Additionally, Blizzard pointed out that the California Law Revision Commission reviewed and entertained the possibility of revising the Cartwright Act, California’s flagship antitrust statute. See Section § 16700 et seq. Blizzard believed that the recommendations resulting from the review were likely to be implemented through new California legislation in the next one to two years.
- Starting in 2022, the Commission began a comprehensive study to determine whether the Cartwright Act should be amended to (1) incorporate monopolization offenses, (2) place greater emphasis on reduction in innovation as a form of antitrust injury and (3) further highlight the benefits of free market competition.

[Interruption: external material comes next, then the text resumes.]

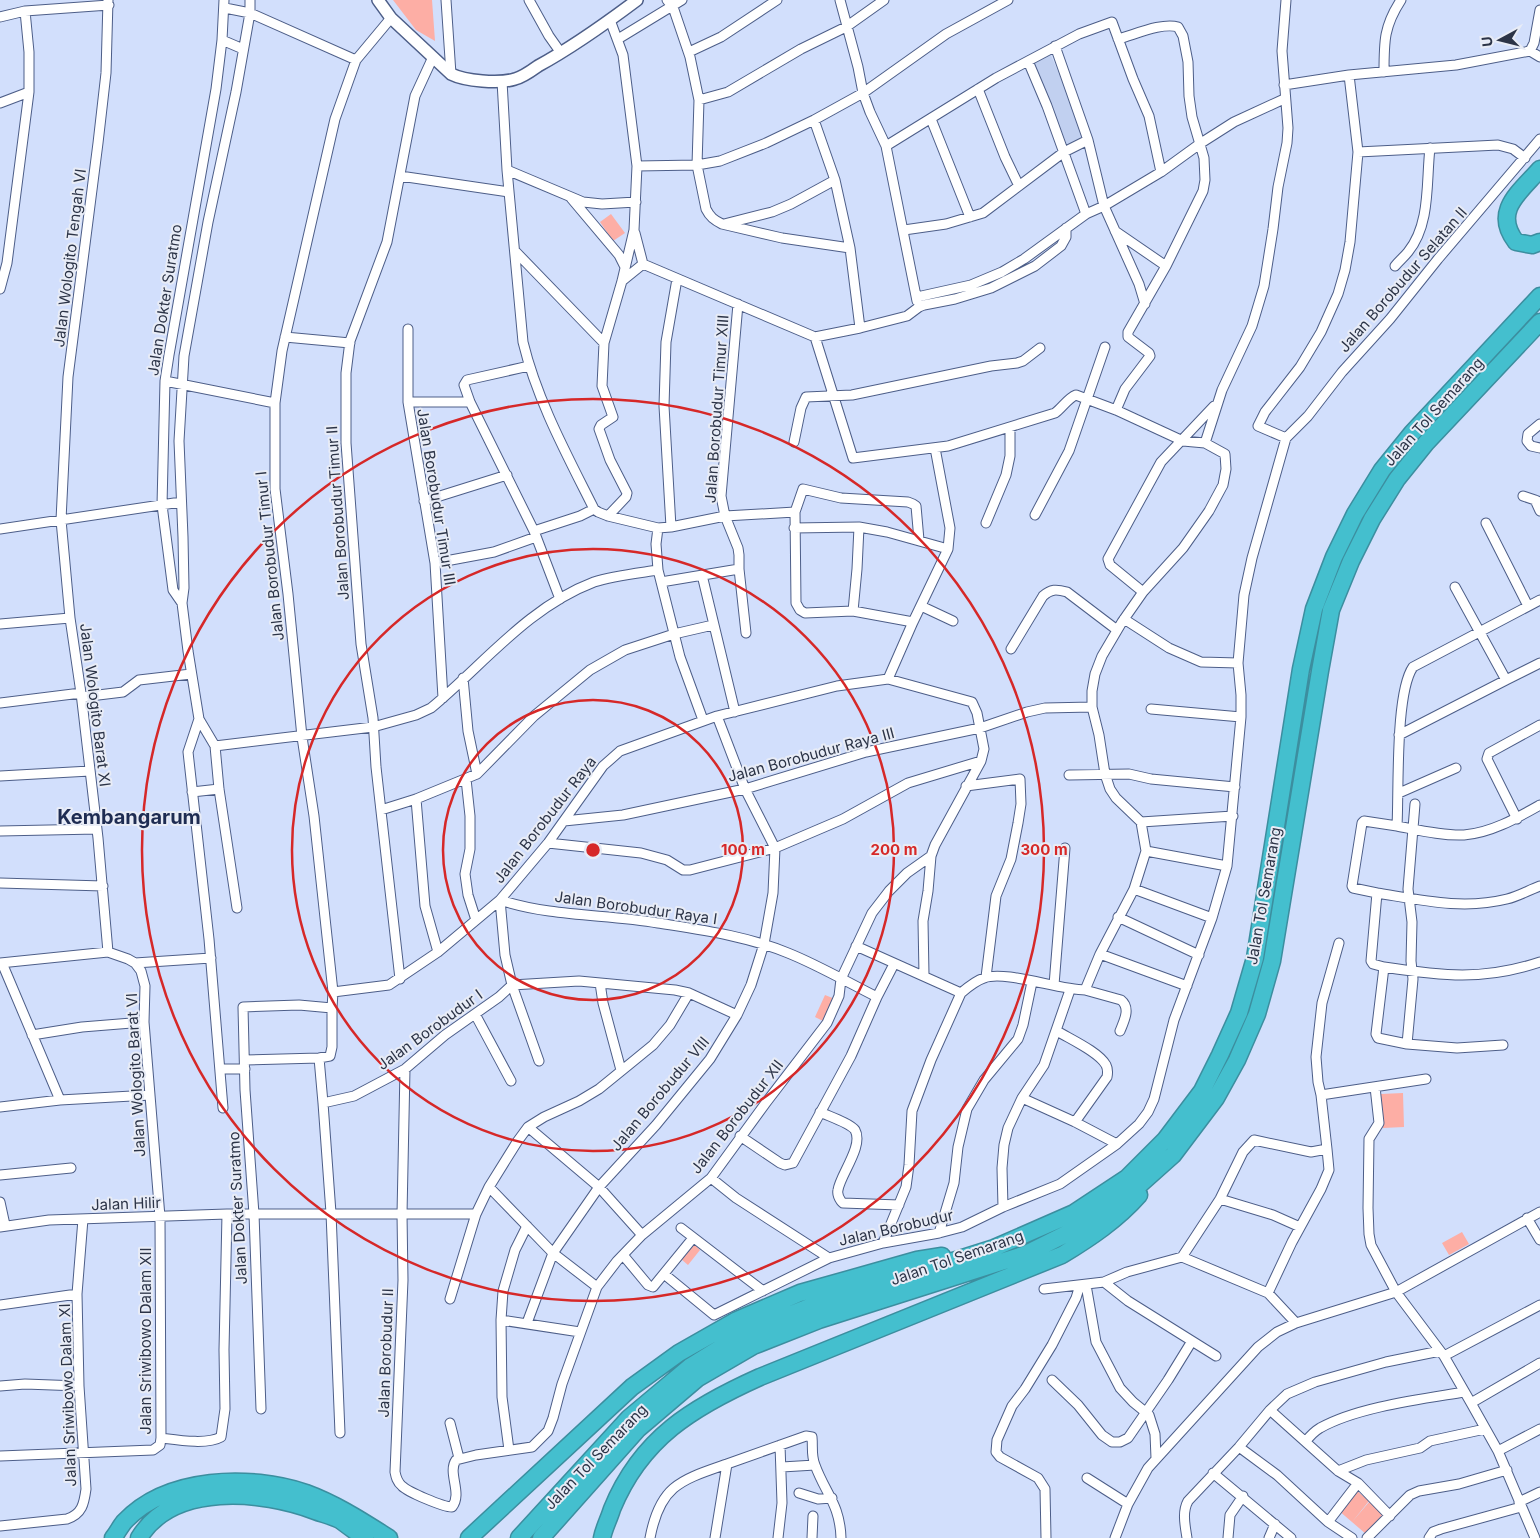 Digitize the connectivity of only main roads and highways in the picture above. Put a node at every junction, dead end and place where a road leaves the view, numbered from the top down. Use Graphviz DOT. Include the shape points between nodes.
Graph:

- On April 1, 2024, several working groups in the Commission concluded their research and provided recommendations. They outlined the following potential changes to the Cartwright Act:
- Expanding the Cartwright Act’s scope to cover single-firm conduct, typically condemned under Section 2 of the Sherman Act
- Broadening the current standard on antitrust harm to include harm to suppliers, workers, growers, retailers and others
- Expanding current state merger review to possibly codify a separate merger notification requirement in California
- Enacting specific legislation related to the technology industry to give weight to consumer harm not already implicated by existing legal frameworks
- Taking more skeptical approaches to vertical agreements
WHAT THIS MEANS
- California is increasing its antitrust enforcement activities in tandem with federal enforcers and in collaboration with other state attorneys general. Companies should revisit compliance guidelines as they relate to information sharing, noncompetes and no-poach arrangements.
- California takes the lead in enacting legislation banning noncompete and no-poach agreements in all instances, in parallel with the Federal Trade Commission’s promulgation of its own rule on noncompetes issued on April 23. Companies doing business in California involving Californian employees must ensure compliance with the state laws, in addition to the new federal one.
- The implications of the extraterritorial reach of Sections 16600.1 and 16600.5 to non-Californian employees and employers remain to be seen. Companies should consult with experienced counsel to discuss the ramifications of these new statutes for their preexisting and current employment contracts.